Exercise → Every record should be copied exactly, and the images omitted.

%%

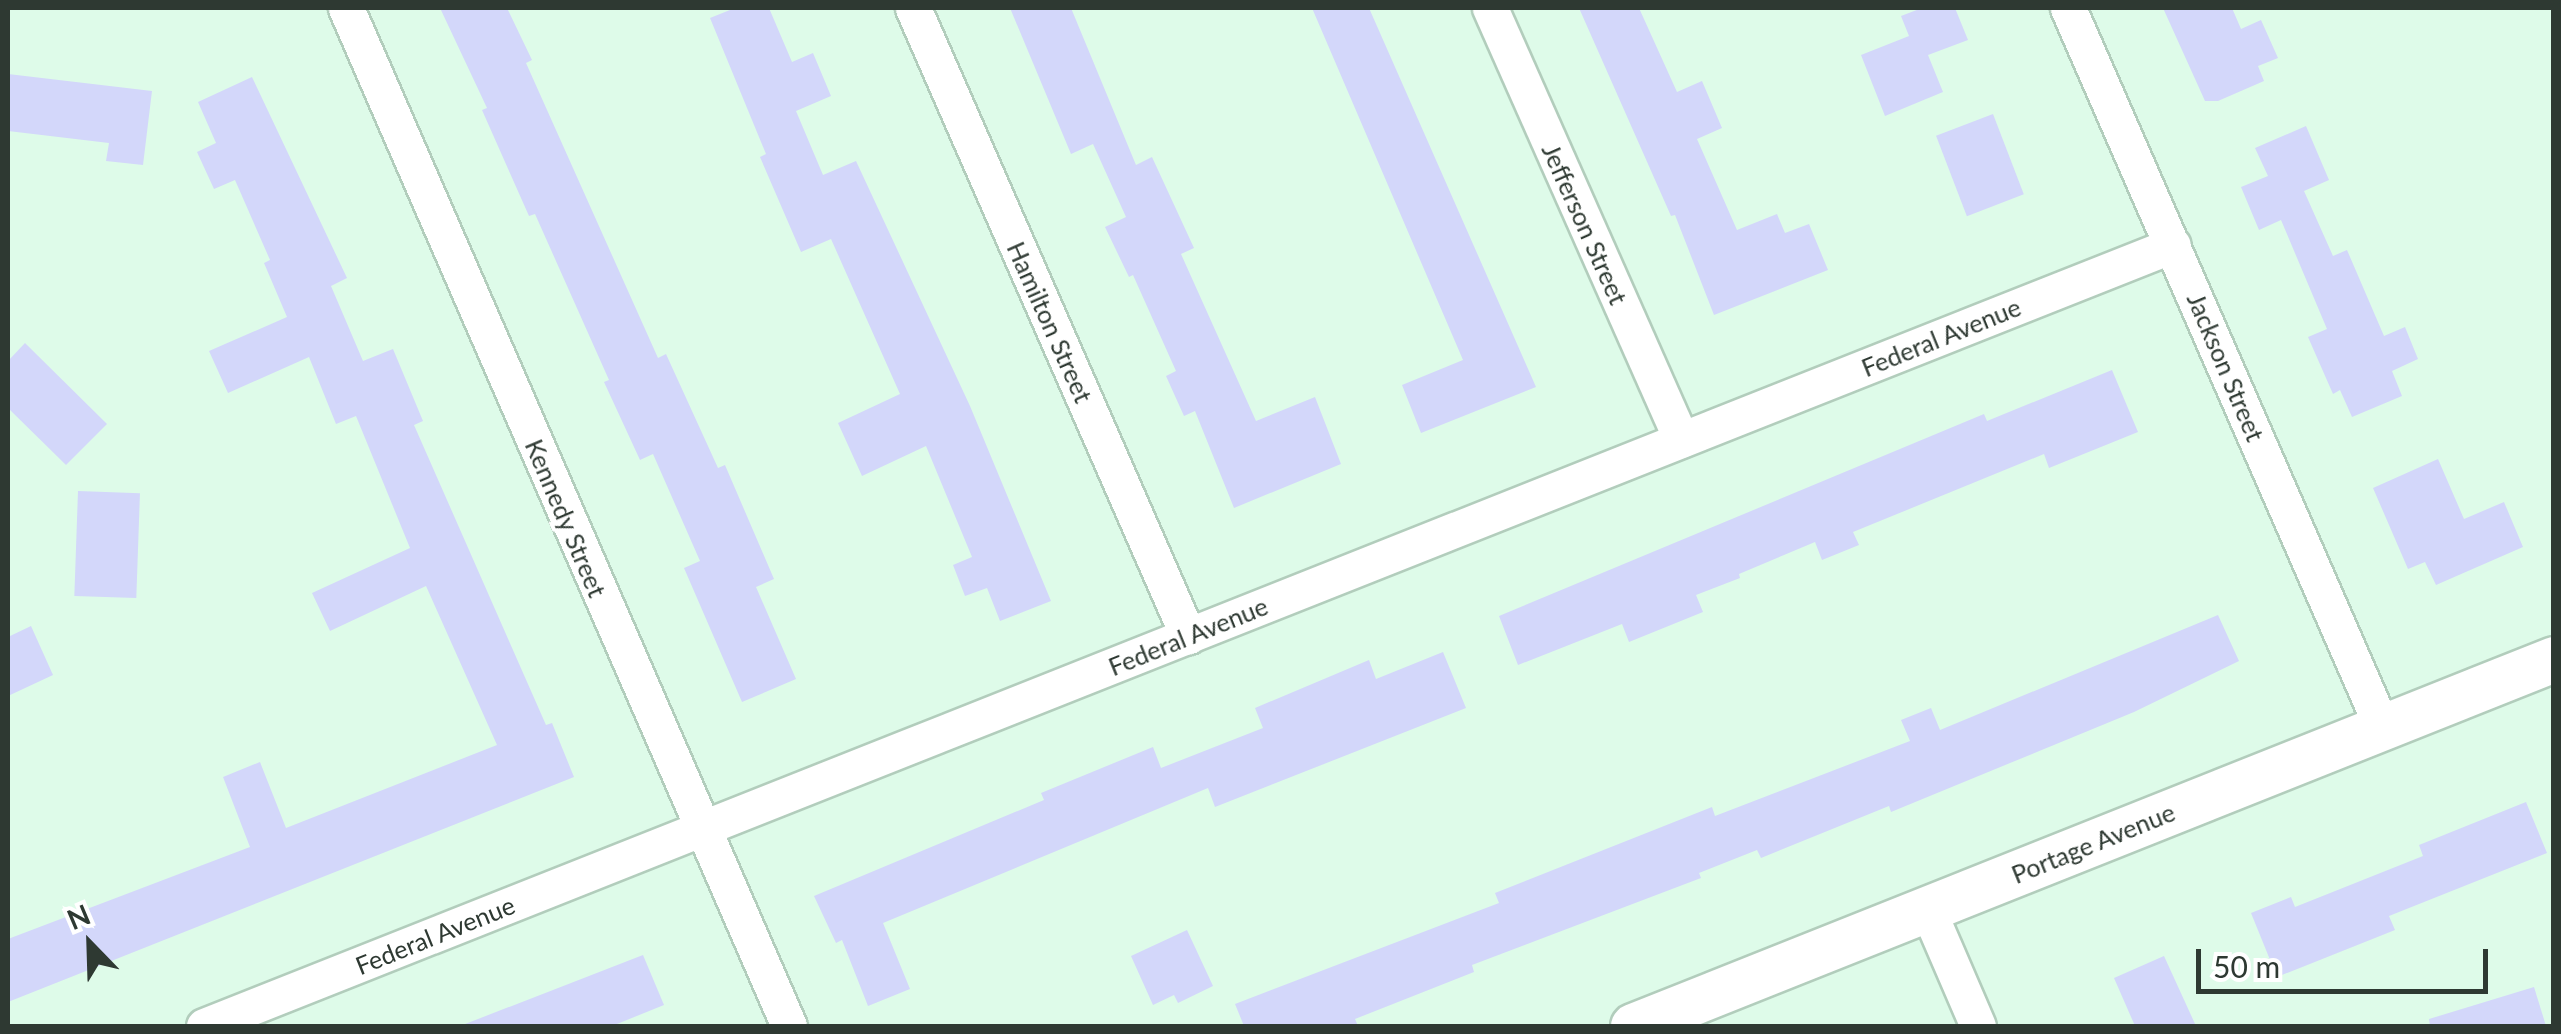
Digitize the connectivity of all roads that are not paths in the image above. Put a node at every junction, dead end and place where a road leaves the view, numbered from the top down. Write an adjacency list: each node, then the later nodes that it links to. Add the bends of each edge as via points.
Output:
1 (346, 8): 10 (street, Kennedy Street)
2 (913, 8): 7 (street, Hamilton Street)
3 (1490, 8): 6 (street, Jefferson Street)
4 (2068, 8): 5 (street, Jackson Street)
5 (2173, 245): 6 (street, Federal Avenue); 9 (street, Jackson Street)
6 (1681, 440): 7 (street, Federal Avenue)
7 (1188, 636): 10 (street, Federal Avenue)
8 (2554, 659): 9 (street, Portage Avenue)
9 (2382, 727): 11 (street, Portage Avenue)
10 (700, 830): 12 (street, Federal Avenue); 13 (street, Kennedy Street)
11 (1928, 910): 14 (street, Portage Avenue); 15 (street)
12 (204, 1026)
13 (790, 1026)
14 (1633, 1026)
15 (1978, 1026)

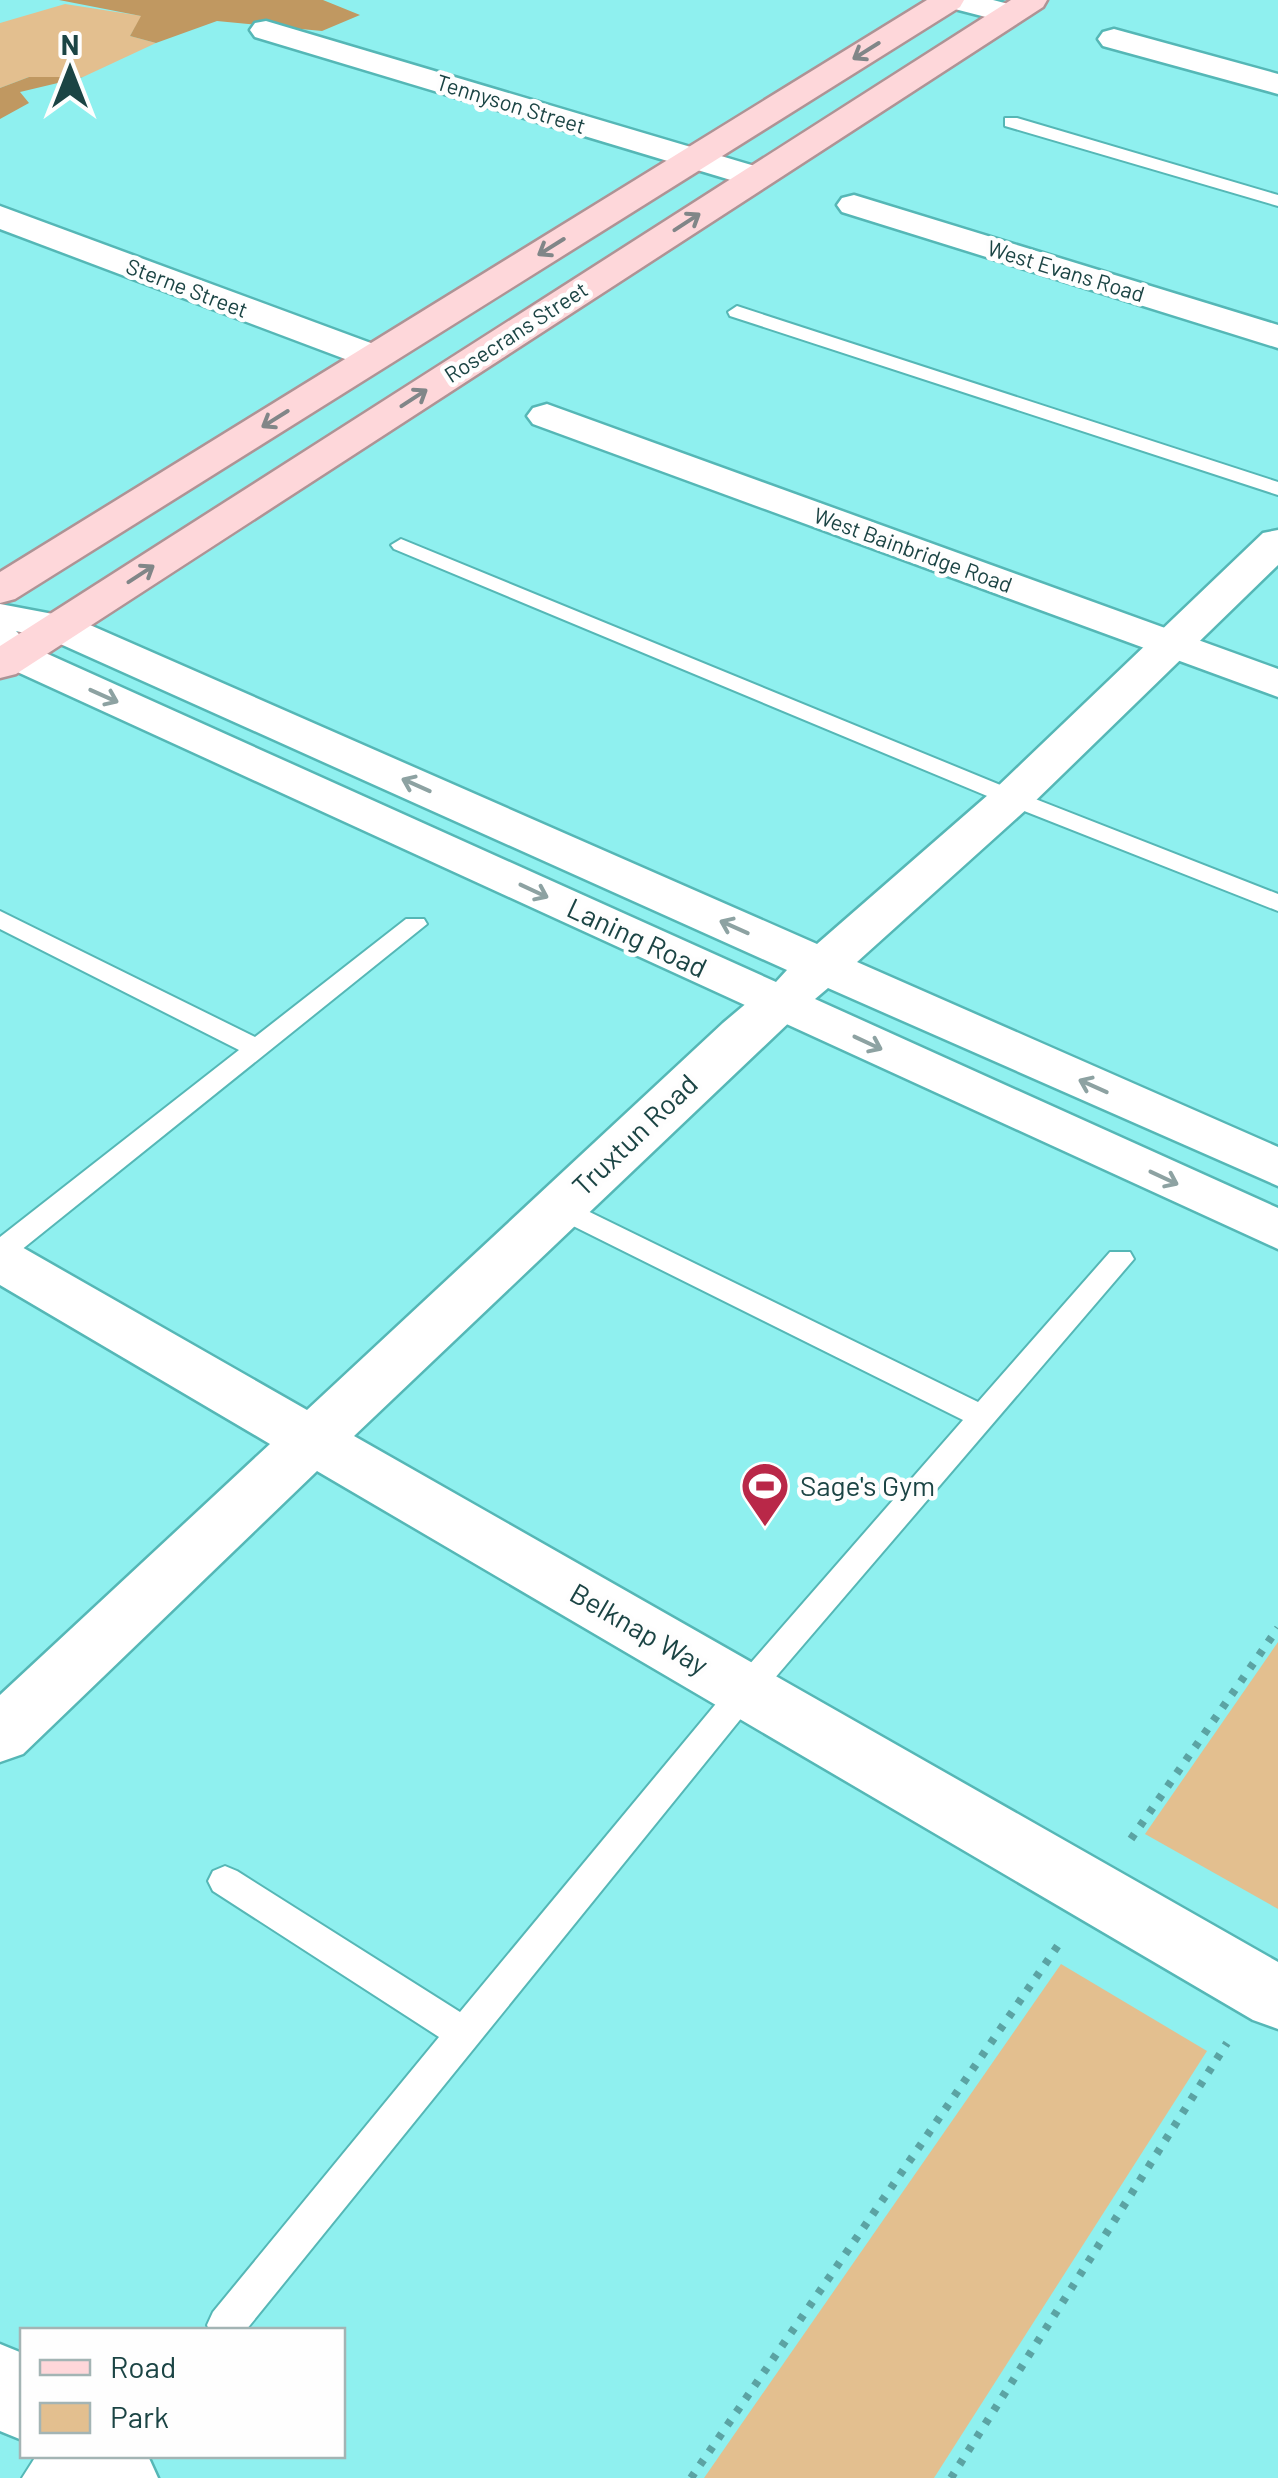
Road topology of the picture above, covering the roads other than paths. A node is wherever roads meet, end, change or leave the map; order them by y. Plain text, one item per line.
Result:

%%

Written solution →
Digitize the connectivity of all roads that are not paths in the image above. Put a node at every junction, dead end and place where a road leaves the view, numbered from the top down. Write an adjacency list: each node, then the later nodes that it links to. Add the bends of each edge as via points.
Output:
1 (346, 8): 10 (street, Kennedy Street)
2 (913, 8): 7 (street, Hamilton Street)
3 (1490, 8): 6 (street, Jefferson Street)
4 (2068, 8): 5 (street, Jackson Street)
5 (2173, 245): 6 (street, Federal Avenue); 9 (street, Jackson Street)
6 (1681, 440): 7 (street, Federal Avenue)
7 (1188, 636): 10 (street, Federal Avenue)
8 (2554, 659): 9 (street, Portage Avenue)
9 (2382, 727): 11 (street, Portage Avenue)
10 (700, 830): 12 (street, Federal Avenue); 13 (street, Kennedy Street)
11 (1928, 910): 14 (street, Portage Avenue); 15 (street)
12 (204, 1026)
13 (790, 1026)
14 (1633, 1026)
15 (1978, 1026)

Road topology of the picture above, covering the roads other than paths. A node is wherever roads meet, end, change or leave the map; order them by y. Plain text, one item per line.
Result:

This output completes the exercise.